## Information:
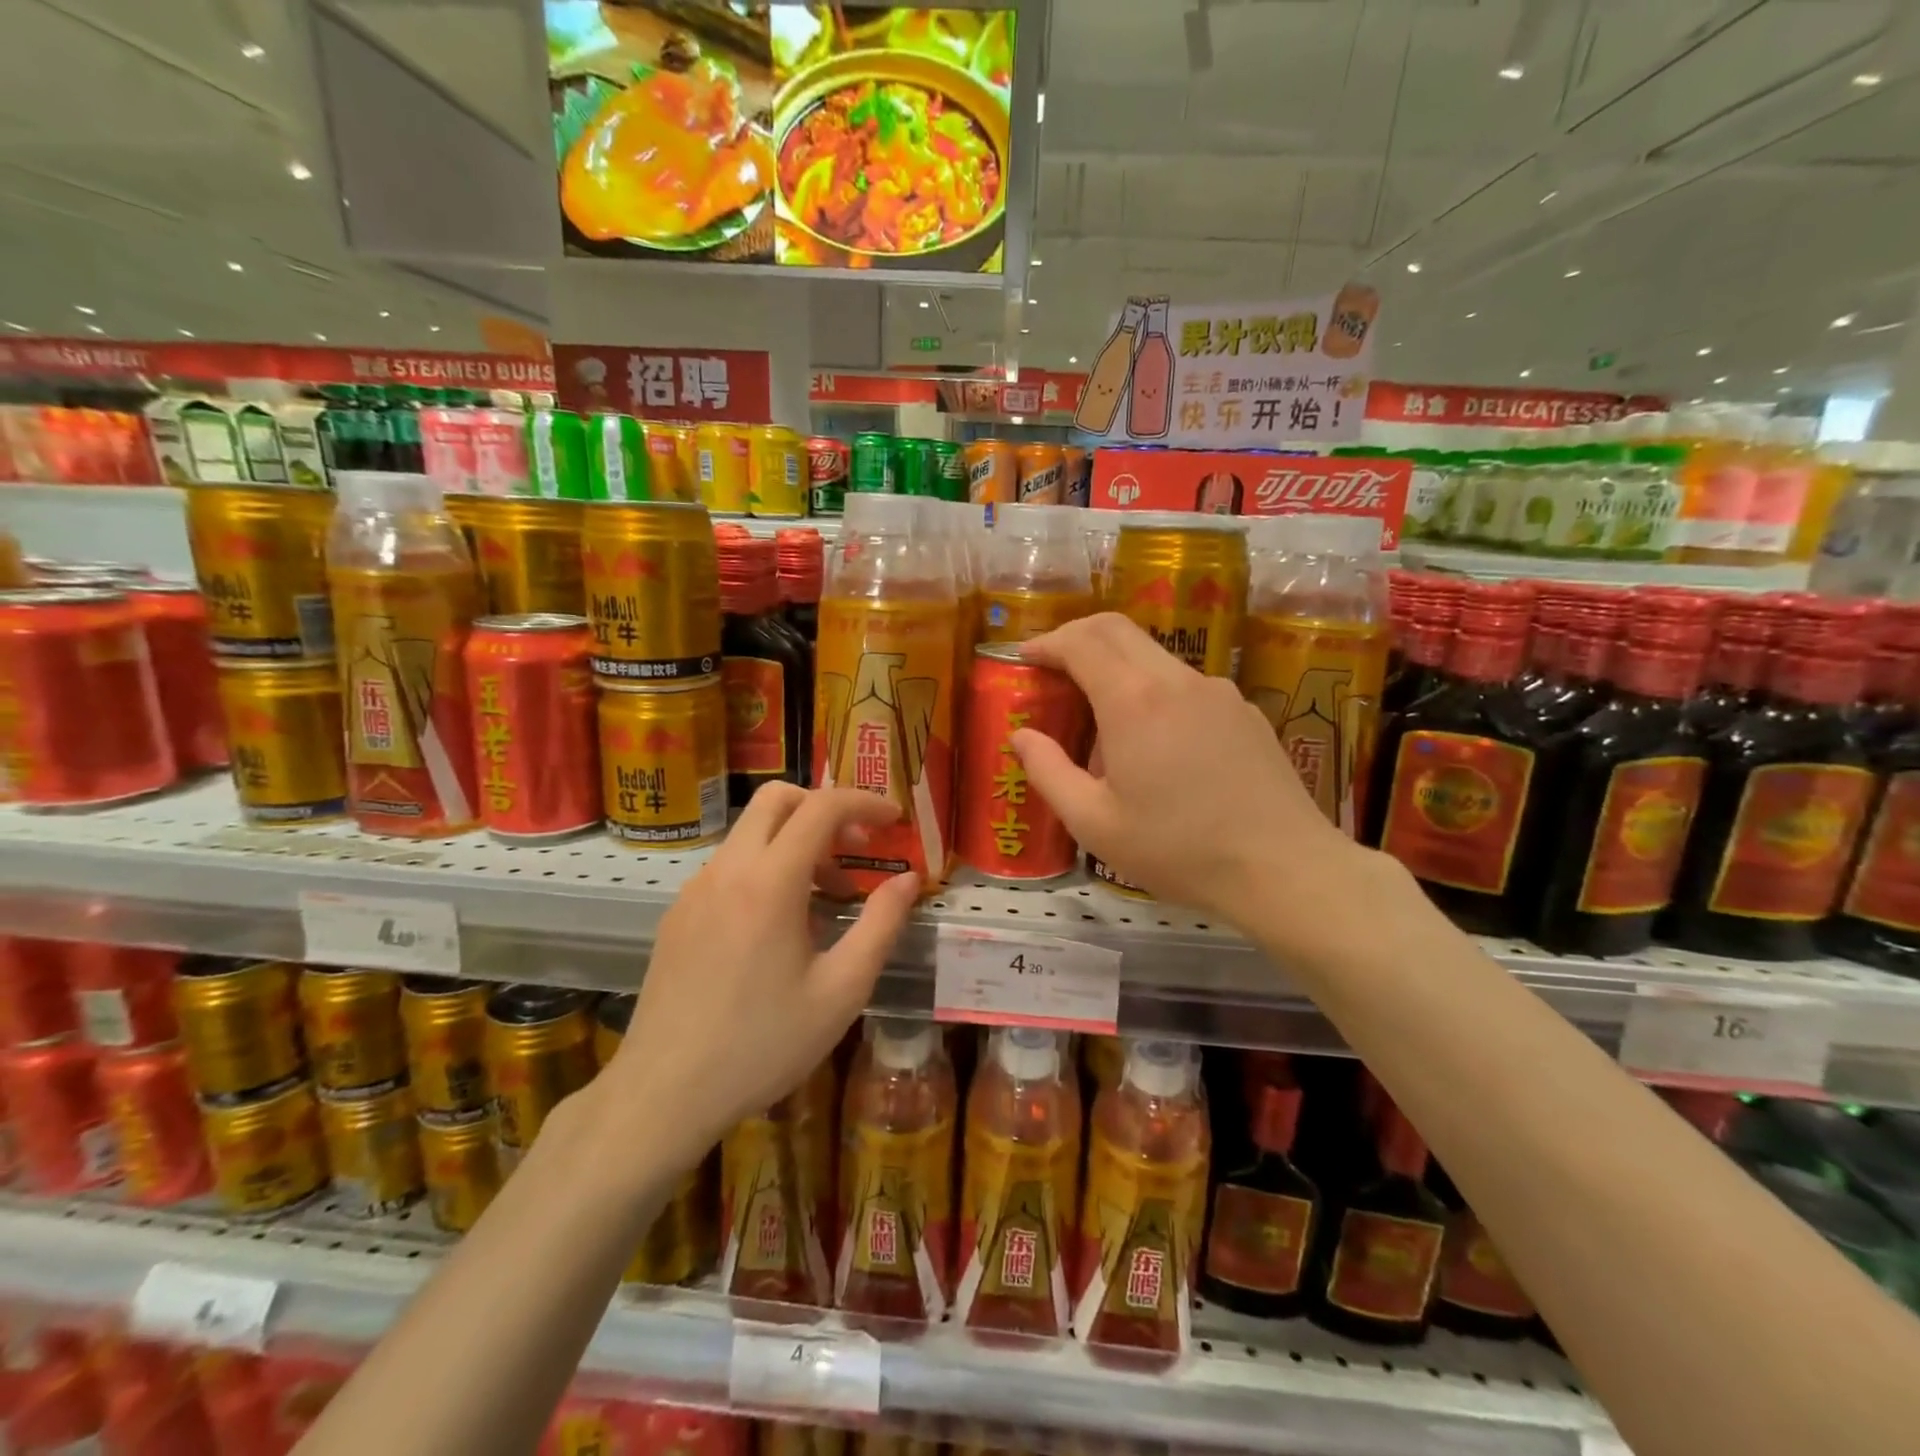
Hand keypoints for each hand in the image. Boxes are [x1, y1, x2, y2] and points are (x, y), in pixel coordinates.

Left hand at [602, 784, 919, 1166]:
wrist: (663, 1095)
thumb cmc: (763, 1045)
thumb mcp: (841, 991)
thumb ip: (881, 925)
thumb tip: (908, 880)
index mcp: (769, 882)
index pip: (821, 807)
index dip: (863, 803)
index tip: (894, 819)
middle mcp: (727, 870)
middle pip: (776, 799)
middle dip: (824, 808)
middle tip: (857, 848)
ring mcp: (695, 890)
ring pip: (750, 832)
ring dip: (795, 842)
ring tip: (826, 898)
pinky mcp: (678, 914)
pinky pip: (730, 866)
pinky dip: (766, 867)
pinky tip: (780, 926)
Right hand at [1013, 613, 1371, 931]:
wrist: (1283, 869)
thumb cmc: (1178, 850)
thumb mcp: (1094, 823)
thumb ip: (1048, 772)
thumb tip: (1021, 736)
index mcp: (1133, 701)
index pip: (1081, 641)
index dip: (1047, 643)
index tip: (1025, 658)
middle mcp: (1176, 680)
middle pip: (1118, 630)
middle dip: (1077, 637)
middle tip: (1053, 668)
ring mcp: (1217, 691)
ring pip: (1154, 656)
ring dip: (1116, 668)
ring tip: (1102, 723)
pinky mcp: (1244, 711)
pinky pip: (1185, 685)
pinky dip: (1153, 692)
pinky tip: (1156, 745)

## Task brief:
Find the line containing "middle dip: (1077, 637)", then output it and every line after it to the end of the data, exactly.

## Expected answer:
middle dip: (1077, 637)
middle tip: (1053, 668)
ring mcp: (1217, 691)
ring pip: (1154, 656)
ring dip: (1116, 668)
ring tip: (1102, 723)
pinky mcp: (1244, 711)
pinky pip: (1185, 685)
pinky dip: (1153, 692)
pinky tip: (1156, 745)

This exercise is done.